September 2017 BIS Quarterly Review: Strong outlook with low inflation spurs risk-taking

Press release  | 
17 September 2017

Low inflation despite a stronger economic outlook helped push markets up in recent months and reduced the expected pace of tightening of monetary policy in major economies. Signs of increased risk-taking have become apparent in a number of areas, including narrow credit spreads, increased carry trade activity and looser bond covenants.

"All this puts a premium on understanding the 'missing inflation', because inflation is the lodestar for central banks," said Claudio Borio, Head of the Monetary and Economic Department.

The September 2017 issue of the Quarterly Review:

  • Shows a pickup in the growth of international debt securities in the first half of 2017, when total stocks rose to $22.7 trillion. The outstanding stock of securities issued by banks grew at its fastest pace in six years.
  • Calculates that credit-to-GDP ratios remained well above trend levels for a number of jurisdictions, often coinciding with wide property price gaps. Demand from projects financed by property developers may play a role.
  • Reviews the doubling in outstanding government debt of emerging market economies since 2007, to $11.7 trillion at end-2016. Government debt rose from 41% to 51% of GDP over the same period. Emerging market government borrowing is mostly at longer maturities, at fixed rates and in local currencies, and its pattern increasingly resembles that of advanced economies.
  • Reports on new data initiatives aimed at assessing the exposure of economies to foreign currency risk. From now on, the BIS will regularly publish a currency breakdown of cross-border loans and deposits. Bank loans can be added to debt securities to estimate the build-up of total foreign currency debt. Country-level estimates of total US dollar, euro and yen credit provide a better gauge of foreign currency indebtedness of borrowers in a given country and its vulnerability to currency fluctuations. The BIS is also releasing new data series on monetary policy rates and exchange rates.  

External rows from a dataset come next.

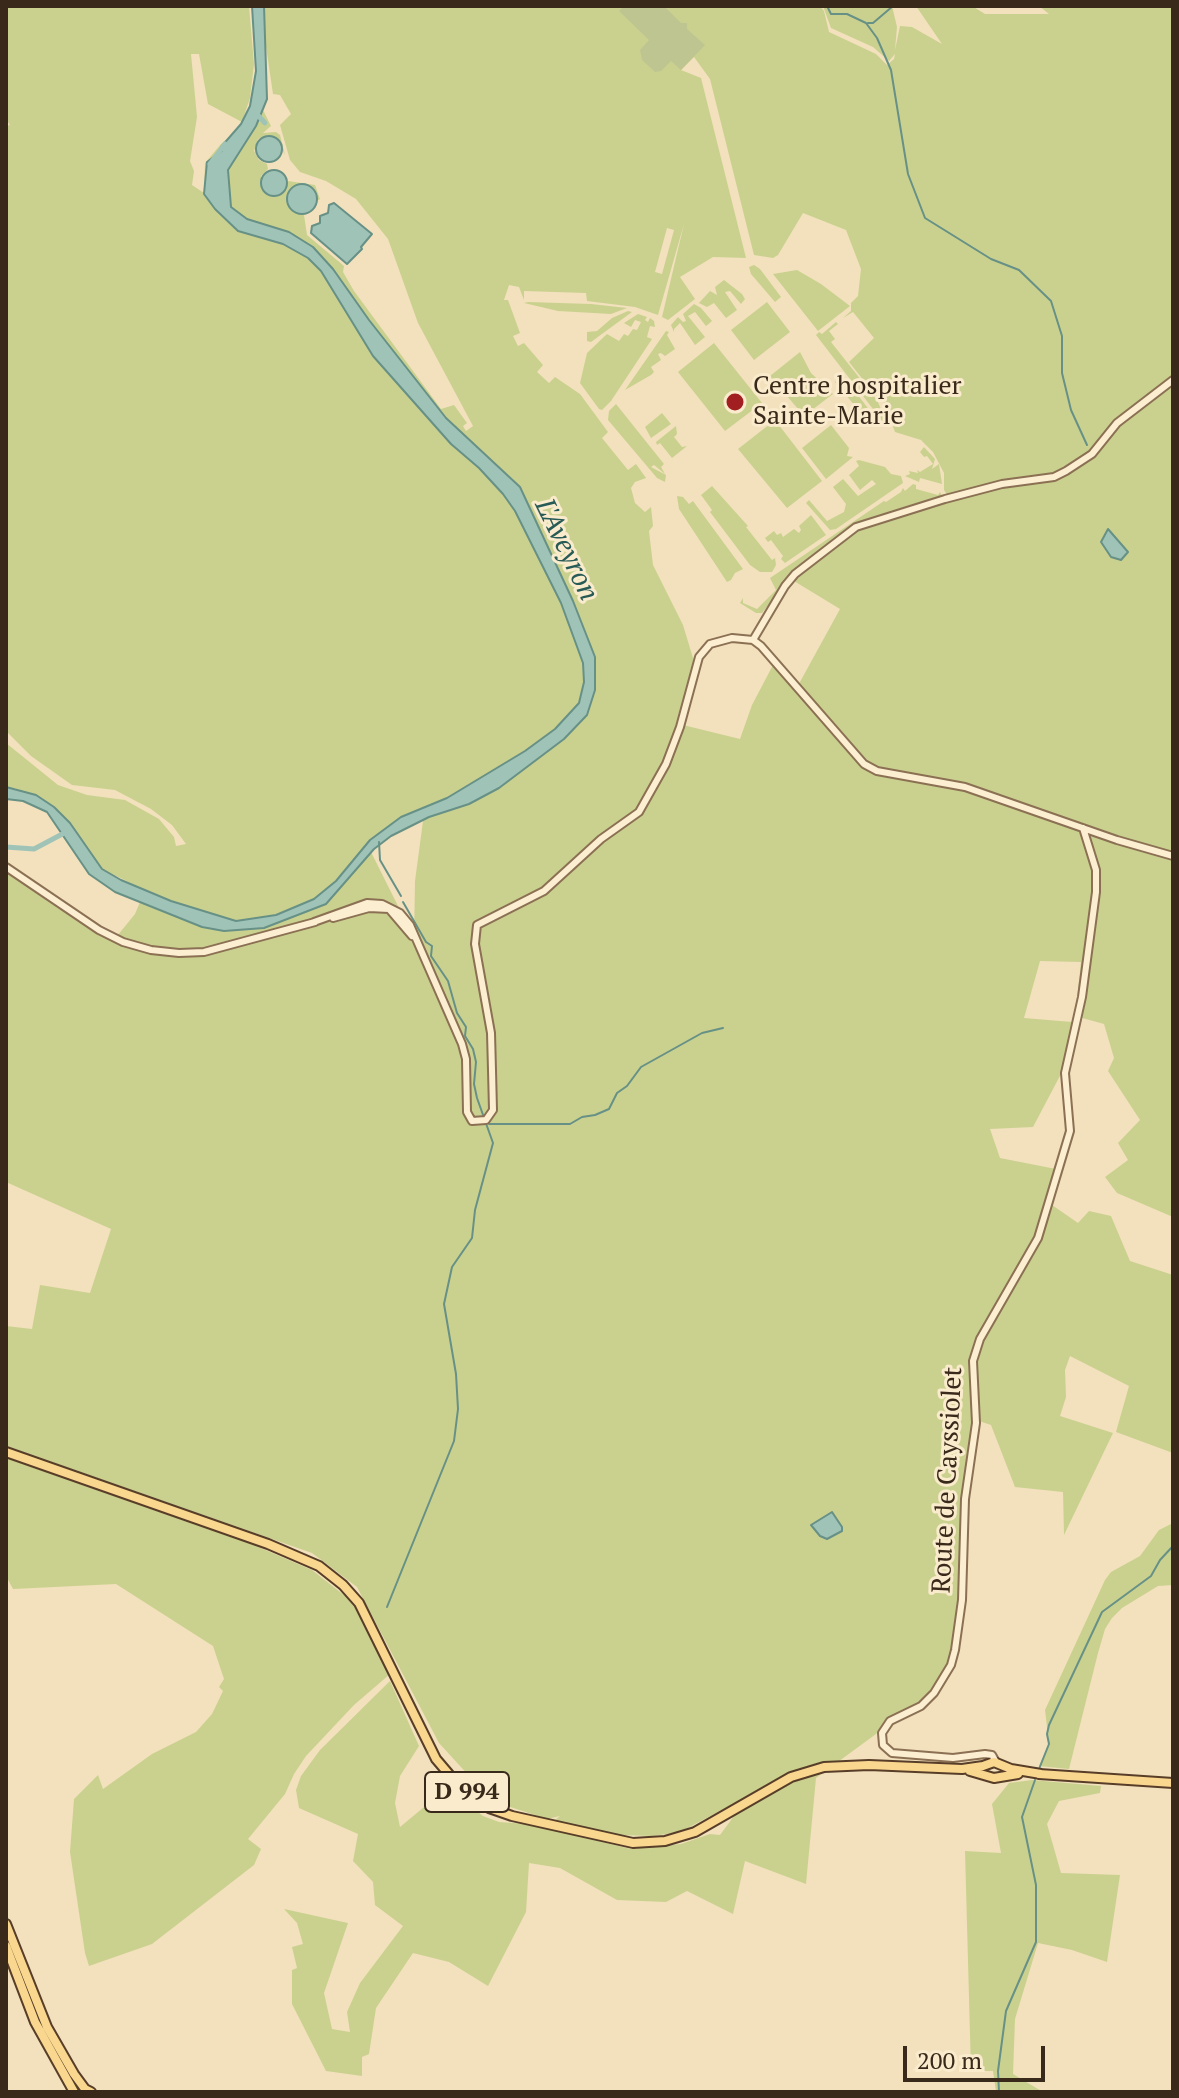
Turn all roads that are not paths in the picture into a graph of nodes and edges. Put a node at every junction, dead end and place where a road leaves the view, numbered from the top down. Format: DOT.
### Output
graph roads {
  1 [pos="1173,380"];
  2 [pos="753,640"];
  3 [pos="1083,828"];
  4 [pos="1173,856"];
  5 [pos="6,867"];
  6 [pos="6,1452"];
  7 [pos="994,1768"];
  8 [pos="1173,1783"];
  9 [pos="6,1924"];
  10 [pos="6,1946"];
  11 [pos="74,2092"];
  12 [pos="91,2092"];
  1 -- 2 [label="street"];
  2 -- 3 [label="street"];
  2 -- 5 [label="street"];
  3 -- 4 [label="street"];
  3 -- 7 [label="street, Route de Cayssiolet"];
  6 -- 7 [label="main road, D 994"];
  7 -- 8 [label="main road, D 994"];
  9 -- 12 [label="main road"];
  10 -- 11 [label="main road"];
}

Special features look at topical issues in global markets and economics:

  • Claudio Borio, Robert McCauley and Patrick McGuire (BIS)* analyse the amount of debt incurred by borrowing through FX swaps and forwards, a missing element in assessments of financial stability risk. The authors estimate the size, distribution and use of this missing debt, and assess its implications for financial stability. The off-balance sheet dollars owed by non-banks outside the United States may exceed their $10.7 trillion of on-balance sheet dollar debt (as of Q1 2017). The missing debt is secured with foreign currency, is mostly short-term and is likely to generally serve as a hedge for FX exposures in cash flows and on balance sheets. But rolling over short-term hedges of long-term assets can still spark or amplify funding and liquidity problems during periods of stress.
    "This research is the first to put a number on the amount of dollar debt missing from balance sheets and fills in a gap in our understanding of liquidity risk posed by financial firms operating across different currencies," said Hyun Song Shin, Economic Adviser and Head of Research.
  • Morten Bech (BIS) and Rodney Garratt (UCSB)* outline how central banks might create and use blockchain-based digital currencies. They identify two types of such potential central bank cryptocurrencies, one for consumers and the other for large-value payments, and compare them with existing payment options.
  • Codruta Boar, Leonardo Gambacorta, Giovanni Lombardo and Luiz Pereira da Silva (BIS)* find that countries which frequently use macroprudential tools have tended to have higher and more stable economic growth rates. On the other hand, ad hoc interventions could hurt growth.
  • Torsten Ehlers and Frank Packer (BIS)* argue that more consistent standards for green bonds could help develop the market for instruments to finance investments with environmental or climate-related benefits. Although there is some evidence that investors have paid a premium on average at issuance for certified green bonds, the bonds have not generally underperformed conventional ones in the secondary market.

* Signed articles reflect the views of the authors and not necessarily those of the BIS.